[WORK REQUEST] Reproduce exactly the lines from the one containing "Extract the road" through the last line of the records below, both included, and nothing else.

= Beginning of Section =

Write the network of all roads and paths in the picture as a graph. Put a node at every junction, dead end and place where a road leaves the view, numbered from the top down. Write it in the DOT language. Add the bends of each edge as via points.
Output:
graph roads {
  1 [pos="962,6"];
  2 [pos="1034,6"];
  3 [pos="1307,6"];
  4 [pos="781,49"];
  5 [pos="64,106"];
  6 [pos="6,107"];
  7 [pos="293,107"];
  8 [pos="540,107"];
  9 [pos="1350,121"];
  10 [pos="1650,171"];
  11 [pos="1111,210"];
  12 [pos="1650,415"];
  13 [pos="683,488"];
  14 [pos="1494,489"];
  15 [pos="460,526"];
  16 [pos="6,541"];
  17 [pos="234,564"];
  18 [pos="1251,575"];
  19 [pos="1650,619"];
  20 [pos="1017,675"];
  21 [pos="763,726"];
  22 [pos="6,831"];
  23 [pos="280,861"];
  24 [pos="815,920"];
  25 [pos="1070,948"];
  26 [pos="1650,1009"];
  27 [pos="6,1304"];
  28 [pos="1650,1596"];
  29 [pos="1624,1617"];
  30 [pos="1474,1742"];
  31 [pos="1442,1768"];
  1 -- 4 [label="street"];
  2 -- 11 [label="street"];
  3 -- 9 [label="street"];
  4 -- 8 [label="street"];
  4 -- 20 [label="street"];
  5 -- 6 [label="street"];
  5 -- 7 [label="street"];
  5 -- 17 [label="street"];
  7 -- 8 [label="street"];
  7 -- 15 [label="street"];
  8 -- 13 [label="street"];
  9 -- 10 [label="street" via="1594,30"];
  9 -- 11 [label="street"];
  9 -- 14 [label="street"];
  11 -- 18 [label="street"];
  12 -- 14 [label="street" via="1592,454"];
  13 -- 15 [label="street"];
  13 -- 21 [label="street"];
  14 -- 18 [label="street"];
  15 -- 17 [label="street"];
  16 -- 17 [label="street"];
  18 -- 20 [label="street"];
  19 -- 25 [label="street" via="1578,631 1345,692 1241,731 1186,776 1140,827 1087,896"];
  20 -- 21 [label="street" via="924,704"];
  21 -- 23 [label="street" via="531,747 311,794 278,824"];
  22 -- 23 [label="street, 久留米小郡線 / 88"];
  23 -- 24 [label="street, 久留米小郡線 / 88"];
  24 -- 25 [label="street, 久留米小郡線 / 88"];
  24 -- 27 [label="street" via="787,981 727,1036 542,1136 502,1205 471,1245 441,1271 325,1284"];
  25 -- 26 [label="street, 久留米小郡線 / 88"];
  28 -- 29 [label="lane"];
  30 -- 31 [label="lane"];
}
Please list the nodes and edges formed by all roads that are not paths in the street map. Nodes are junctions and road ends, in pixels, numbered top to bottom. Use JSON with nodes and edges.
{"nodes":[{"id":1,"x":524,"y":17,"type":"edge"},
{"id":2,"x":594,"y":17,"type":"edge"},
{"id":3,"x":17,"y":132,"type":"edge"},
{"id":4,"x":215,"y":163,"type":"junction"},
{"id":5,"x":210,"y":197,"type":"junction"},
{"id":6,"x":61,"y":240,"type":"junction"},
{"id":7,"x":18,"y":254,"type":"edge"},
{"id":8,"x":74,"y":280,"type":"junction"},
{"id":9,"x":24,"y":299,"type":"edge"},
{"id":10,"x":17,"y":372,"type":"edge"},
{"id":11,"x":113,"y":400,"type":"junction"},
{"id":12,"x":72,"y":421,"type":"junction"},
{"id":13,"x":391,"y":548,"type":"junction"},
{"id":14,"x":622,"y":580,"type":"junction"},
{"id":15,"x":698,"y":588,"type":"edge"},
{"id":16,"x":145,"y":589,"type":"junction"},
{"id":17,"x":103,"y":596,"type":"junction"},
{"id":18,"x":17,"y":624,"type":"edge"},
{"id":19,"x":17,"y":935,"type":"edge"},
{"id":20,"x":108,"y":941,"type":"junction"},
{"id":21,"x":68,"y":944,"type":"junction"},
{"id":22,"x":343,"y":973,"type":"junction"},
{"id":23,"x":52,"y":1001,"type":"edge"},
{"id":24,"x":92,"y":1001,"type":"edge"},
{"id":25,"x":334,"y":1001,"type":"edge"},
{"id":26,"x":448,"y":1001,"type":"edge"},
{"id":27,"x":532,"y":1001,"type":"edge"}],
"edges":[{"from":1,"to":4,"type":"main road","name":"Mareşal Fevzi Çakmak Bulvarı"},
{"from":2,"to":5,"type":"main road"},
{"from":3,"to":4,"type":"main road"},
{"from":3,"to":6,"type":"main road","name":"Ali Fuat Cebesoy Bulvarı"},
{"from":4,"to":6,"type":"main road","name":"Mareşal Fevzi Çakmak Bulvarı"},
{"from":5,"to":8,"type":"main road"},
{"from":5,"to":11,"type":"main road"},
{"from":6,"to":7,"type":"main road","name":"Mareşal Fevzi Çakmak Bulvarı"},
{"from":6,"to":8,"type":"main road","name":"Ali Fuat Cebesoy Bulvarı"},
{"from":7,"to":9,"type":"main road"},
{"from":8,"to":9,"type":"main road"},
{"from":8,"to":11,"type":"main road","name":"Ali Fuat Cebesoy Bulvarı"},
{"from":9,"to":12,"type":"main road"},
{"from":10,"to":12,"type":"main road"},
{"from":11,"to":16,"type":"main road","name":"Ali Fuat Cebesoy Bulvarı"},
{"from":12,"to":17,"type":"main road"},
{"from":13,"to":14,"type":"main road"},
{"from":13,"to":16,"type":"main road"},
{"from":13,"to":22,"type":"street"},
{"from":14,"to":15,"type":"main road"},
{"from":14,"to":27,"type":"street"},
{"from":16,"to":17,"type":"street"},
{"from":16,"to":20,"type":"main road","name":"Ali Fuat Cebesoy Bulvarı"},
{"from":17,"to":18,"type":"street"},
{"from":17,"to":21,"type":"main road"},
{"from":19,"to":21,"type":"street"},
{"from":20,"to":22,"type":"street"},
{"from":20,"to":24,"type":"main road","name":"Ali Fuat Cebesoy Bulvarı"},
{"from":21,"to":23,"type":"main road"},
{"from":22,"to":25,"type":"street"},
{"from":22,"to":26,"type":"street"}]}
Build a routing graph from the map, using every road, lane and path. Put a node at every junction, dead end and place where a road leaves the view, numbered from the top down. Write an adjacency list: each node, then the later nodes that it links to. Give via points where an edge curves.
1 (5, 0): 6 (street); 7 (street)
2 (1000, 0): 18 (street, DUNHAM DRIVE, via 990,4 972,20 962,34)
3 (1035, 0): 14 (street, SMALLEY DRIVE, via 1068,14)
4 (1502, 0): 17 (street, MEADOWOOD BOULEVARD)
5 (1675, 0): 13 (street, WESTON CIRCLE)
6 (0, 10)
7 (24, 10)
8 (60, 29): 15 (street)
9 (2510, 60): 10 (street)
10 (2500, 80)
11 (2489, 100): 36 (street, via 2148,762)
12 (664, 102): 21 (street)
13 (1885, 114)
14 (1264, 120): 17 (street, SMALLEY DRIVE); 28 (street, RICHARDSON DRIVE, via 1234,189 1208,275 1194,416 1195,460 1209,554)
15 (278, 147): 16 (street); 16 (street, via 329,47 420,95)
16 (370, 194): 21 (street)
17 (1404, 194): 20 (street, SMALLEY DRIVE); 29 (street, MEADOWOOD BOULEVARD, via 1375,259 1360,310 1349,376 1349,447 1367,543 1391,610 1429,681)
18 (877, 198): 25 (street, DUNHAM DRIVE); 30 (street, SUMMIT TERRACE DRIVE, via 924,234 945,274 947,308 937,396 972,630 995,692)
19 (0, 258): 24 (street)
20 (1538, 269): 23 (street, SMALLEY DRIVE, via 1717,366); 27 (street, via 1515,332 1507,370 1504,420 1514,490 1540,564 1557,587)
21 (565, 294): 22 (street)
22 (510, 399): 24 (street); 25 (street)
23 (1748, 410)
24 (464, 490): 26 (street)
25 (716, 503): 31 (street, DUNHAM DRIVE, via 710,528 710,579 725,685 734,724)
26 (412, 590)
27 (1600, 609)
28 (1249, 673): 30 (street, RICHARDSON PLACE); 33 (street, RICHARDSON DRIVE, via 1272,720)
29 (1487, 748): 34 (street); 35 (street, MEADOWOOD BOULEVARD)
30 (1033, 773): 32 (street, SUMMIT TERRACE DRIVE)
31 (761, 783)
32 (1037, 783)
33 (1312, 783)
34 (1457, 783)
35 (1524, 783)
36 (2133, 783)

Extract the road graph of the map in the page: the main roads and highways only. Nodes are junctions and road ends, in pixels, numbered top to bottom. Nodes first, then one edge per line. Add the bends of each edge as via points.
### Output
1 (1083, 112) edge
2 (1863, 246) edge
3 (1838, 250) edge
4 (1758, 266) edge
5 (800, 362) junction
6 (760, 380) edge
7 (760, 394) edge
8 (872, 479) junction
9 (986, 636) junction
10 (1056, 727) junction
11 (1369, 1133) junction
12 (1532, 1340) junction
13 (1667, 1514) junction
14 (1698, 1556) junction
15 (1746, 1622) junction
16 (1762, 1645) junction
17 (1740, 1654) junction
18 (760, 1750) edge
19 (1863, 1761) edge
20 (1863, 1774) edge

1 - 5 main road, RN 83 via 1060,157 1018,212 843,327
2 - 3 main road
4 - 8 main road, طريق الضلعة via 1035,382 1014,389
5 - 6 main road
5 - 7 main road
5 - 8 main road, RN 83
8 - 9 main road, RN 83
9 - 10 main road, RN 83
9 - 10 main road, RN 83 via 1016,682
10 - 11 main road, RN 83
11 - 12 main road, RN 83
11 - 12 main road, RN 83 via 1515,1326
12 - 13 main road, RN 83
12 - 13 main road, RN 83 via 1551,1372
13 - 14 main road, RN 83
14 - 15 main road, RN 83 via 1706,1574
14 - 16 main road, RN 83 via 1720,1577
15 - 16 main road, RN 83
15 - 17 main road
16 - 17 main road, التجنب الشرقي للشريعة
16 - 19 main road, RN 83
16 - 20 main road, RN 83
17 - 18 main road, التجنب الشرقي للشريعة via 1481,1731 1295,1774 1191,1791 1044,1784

= End of Section =

[COMPLETED EXERCISE]
Extract the road graph of the map in the page: the main roads and highways only. Nodes are junctions and road ends, in pixels, numbered top to bottom. Nodes first, then one edge per line. Add the bends of each edge as via points.
### Output
1 (1083, 112) edge
2 (1863, 246) edge
3 (1838, 250) edge
4 (1758, 266) edge
5 (800, 362) junction
6 (760, 380) edge
7 (760, 394) edge
8 (872, 479) junction
9 (986, 636) junction
10 (1056, 727) junction
11 (1369, 1133) junction
12 (1532, 1340) junction
13 (1667, 1514) junction
14 (1698, 1556) junction
15 (1746, 1622) junction
16 (1762, 1645) junction
17 (1740, 1654) junction
18 (760, 1750) edge
19 (1863, 1761) edge
20 (1863, 1774) edge

1 - 5 main road, RN 83 via 1060,157 1018,212 843,327
2 - 3 main road
4 - 8 main road, طريق الضلعة via 1035,382 1014,389
5 - 6 main road
5 - 7 main road
5 - 8 main road, RN 83
8 - 9 main road, RN 83
9 - 10 main road, RN 83
9 - 10 main road, RN 83 via 1016,682
10 - 11 main road, RN 83
11 - 12 main road, RN 83
11 - 12 main road, RN 83 via 1515,1326
12 - 13 main road, RN 83
12 - 13 main road, RN 83 via 1551,1372
13 - 14 main road, RN 83
14 - 15 main road, RN 83 via 1706,1574
14 - 16 main road, RN 83 via 1720,1577
15 - 16 main road, RN 83
15 - 17 main road
16 - 17 main road, التجنب الشرقي للشريعة
16 - 19 main road, RN 83
16 - 20 main road, RN 83
17 - 18 main road, التجنب الشرقي للشريعة via 1481,1731 1295,1774 1191,1791 1044,1784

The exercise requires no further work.